[Landmark coordinate records]
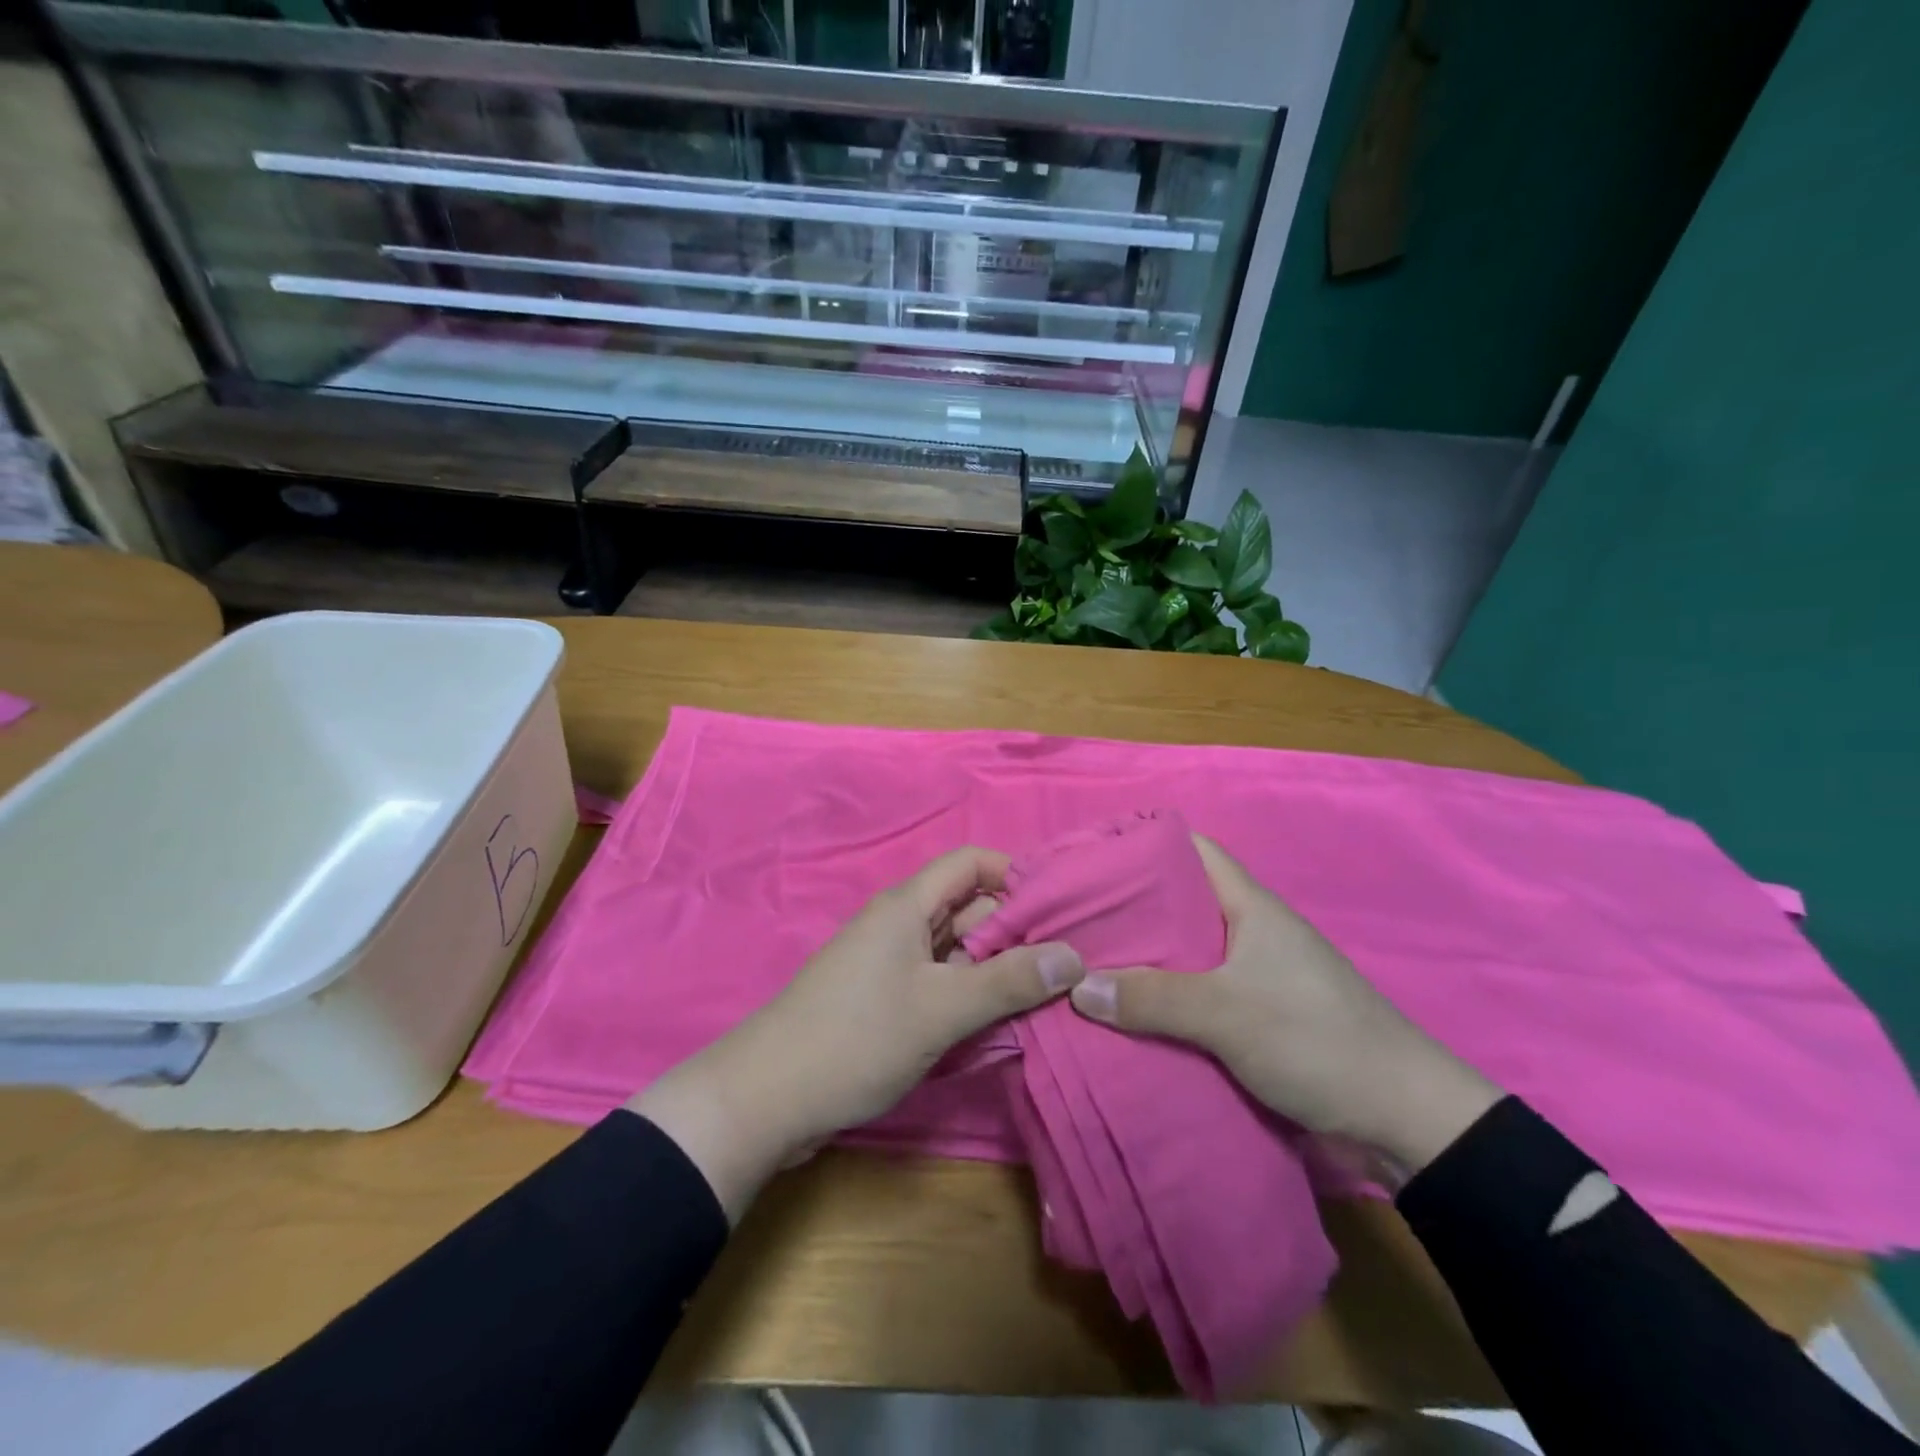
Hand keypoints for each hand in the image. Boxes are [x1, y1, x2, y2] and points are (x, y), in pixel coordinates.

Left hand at [629, 847, 1083, 1218]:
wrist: (767, 1098)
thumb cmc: (857, 1039)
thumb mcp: (942, 1009)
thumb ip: (1009, 981)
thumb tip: (1074, 955)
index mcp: (908, 906)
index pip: (972, 864)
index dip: (1015, 875)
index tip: (1060, 909)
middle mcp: (901, 924)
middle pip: (970, 909)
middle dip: (1016, 932)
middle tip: (1068, 966)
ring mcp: (891, 964)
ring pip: (957, 951)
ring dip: (996, 970)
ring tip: (1049, 998)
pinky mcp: (885, 1000)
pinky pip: (940, 982)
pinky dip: (970, 996)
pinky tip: (1002, 1024)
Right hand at [1068, 835, 1501, 1173]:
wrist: (1404, 1121)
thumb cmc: (1317, 1041)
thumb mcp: (1228, 1014)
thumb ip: (1152, 998)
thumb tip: (1077, 987)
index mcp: (1250, 907)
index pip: (1191, 850)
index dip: (1142, 845)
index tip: (1092, 859)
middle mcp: (1250, 932)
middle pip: (1179, 903)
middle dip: (1129, 909)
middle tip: (1074, 920)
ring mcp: (1255, 976)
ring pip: (1185, 953)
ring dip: (1144, 961)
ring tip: (1087, 966)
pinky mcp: (1258, 1017)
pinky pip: (1197, 995)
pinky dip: (1163, 1000)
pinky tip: (1127, 1015)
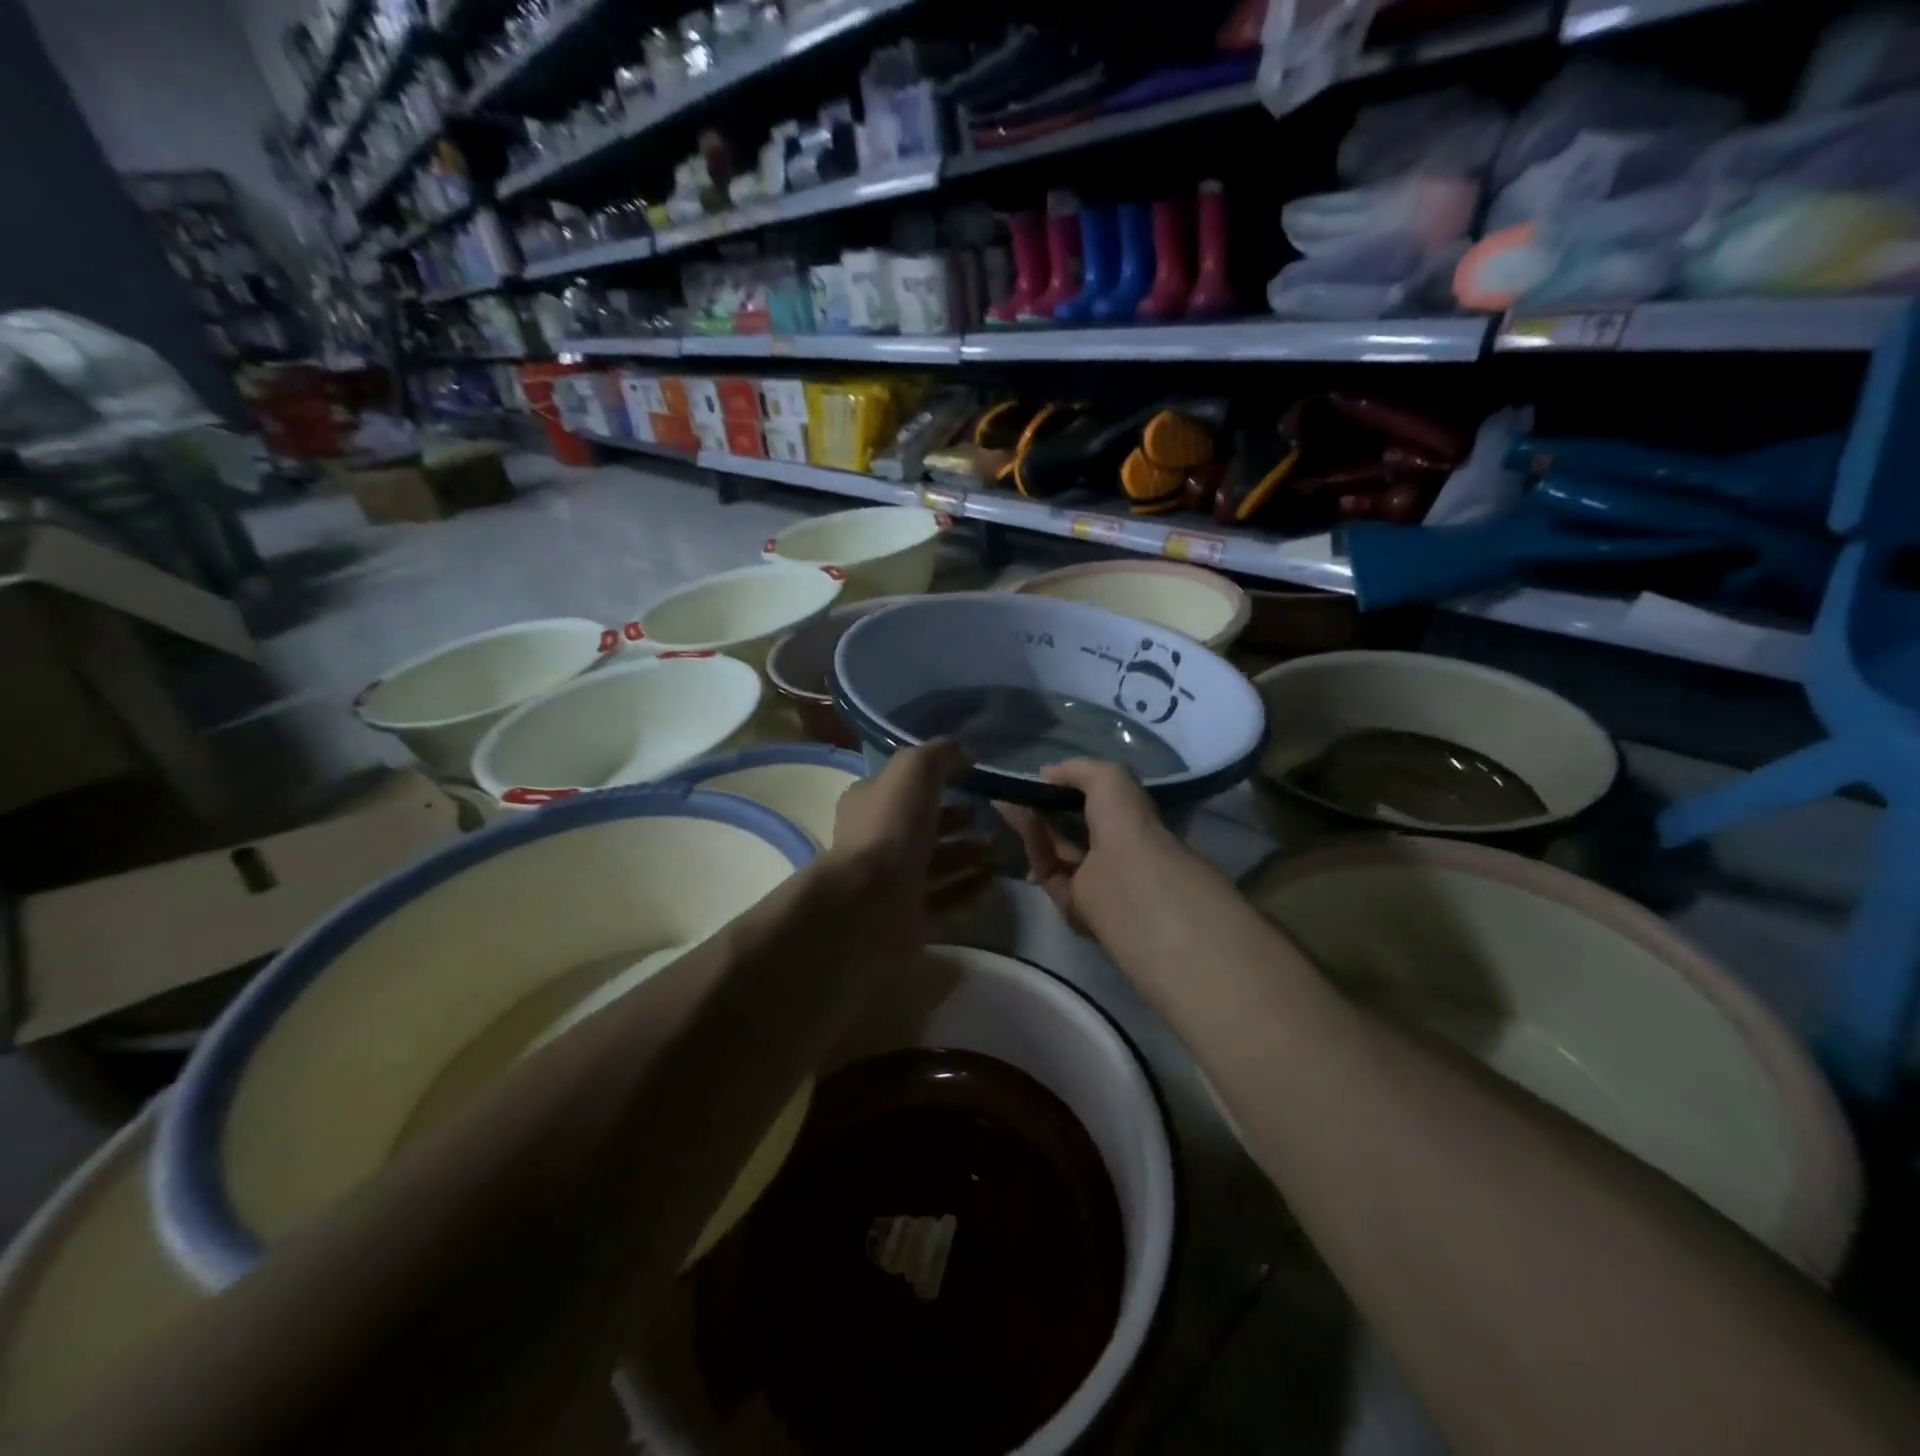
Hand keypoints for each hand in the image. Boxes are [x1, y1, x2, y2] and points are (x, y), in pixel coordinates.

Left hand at [829, 740, 992, 924]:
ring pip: (939, 862)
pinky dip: (970, 887)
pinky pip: (947, 897)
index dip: (937, 781)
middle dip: (960, 821)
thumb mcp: (913, 771)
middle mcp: (879, 840)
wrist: (869, 903)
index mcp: (870, 803)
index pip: (905, 787)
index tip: (973, 779)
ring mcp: (894, 881)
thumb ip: (939, 755)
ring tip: (1001, 849)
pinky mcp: (911, 915)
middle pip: (925, 826)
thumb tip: (964, 753)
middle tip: (994, 820)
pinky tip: (994, 879)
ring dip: (971, 853)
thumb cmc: (889, 828)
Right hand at [997, 759, 1193, 940]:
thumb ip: (1077, 769)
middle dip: (1044, 809)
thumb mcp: (1108, 776)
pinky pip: (1048, 869)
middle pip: (1072, 828)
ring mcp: (1093, 880)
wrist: (1125, 876)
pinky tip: (1021, 821)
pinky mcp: (1070, 901)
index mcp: (1132, 824)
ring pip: (1056, 848)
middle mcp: (1115, 852)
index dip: (1071, 791)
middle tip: (1015, 792)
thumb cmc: (1126, 822)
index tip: (1043, 779)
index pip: (1100, 806)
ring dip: (1032, 824)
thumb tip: (1045, 774)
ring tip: (1006, 802)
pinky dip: (1034, 844)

_Work item_
Give again, word for word, every line from the top of the entries above to the line holding "pinky tip: (1127, 1015)", both included. Leave the pictures out.

_Output for this exercise_
Hand keypoints for each hand in the image. Boxes are [x1, y1, x2, y2] and points are (x, y), in pixel coordinates.

Left hand at [629, 847, 1083, 1218]:
wrist: (767, 1098)
thumb cmc: (857, 1039)
thumb mcp: (942, 1009)
thumb ip: (1009, 981)
thumb tip: (1074, 955)
index mcp: (908, 906)
index pip: (972, 864)
index dip: (1015, 875)
index tip: (1060, 909)
middle mcp: (901, 924)
middle pip: (970, 909)
middle dip: (1016, 932)
middle tip: (1068, 966)
ring mcp: (891, 964)
ring pip: (957, 951)
ring dip: (996, 970)
ring tip: (1049, 998)
pinky mcp: (885, 1000)
pinky pip: (940, 982)
pinky dip: (970, 996)
pinky tip: (1002, 1024)
Right hand at [1068, 835, 1501, 1173]:
wrist: (1404, 1121)
thumb cmc: (1317, 1041)
thumb mcp: (1228, 1014)
thumb ip: (1152, 998)
thumb tip: (1077, 987)
index mcp: (1250, 907)
index pip: (1191, 850)
index dip: (1142, 845)
index tip: (1092, 859)
middle mcp: (1250, 932)
middle pip: (1179, 903)
middle dip: (1129, 909)
middle tip: (1074, 920)
ring mcp: (1255, 976)
ring pip: (1185, 953)
ring dip: (1144, 961)
ring tip: (1087, 966)
pinky mcp: (1258, 1017)
pinky pip: (1197, 995)
pinky dip: (1163, 1000)
pinky tip: (1127, 1015)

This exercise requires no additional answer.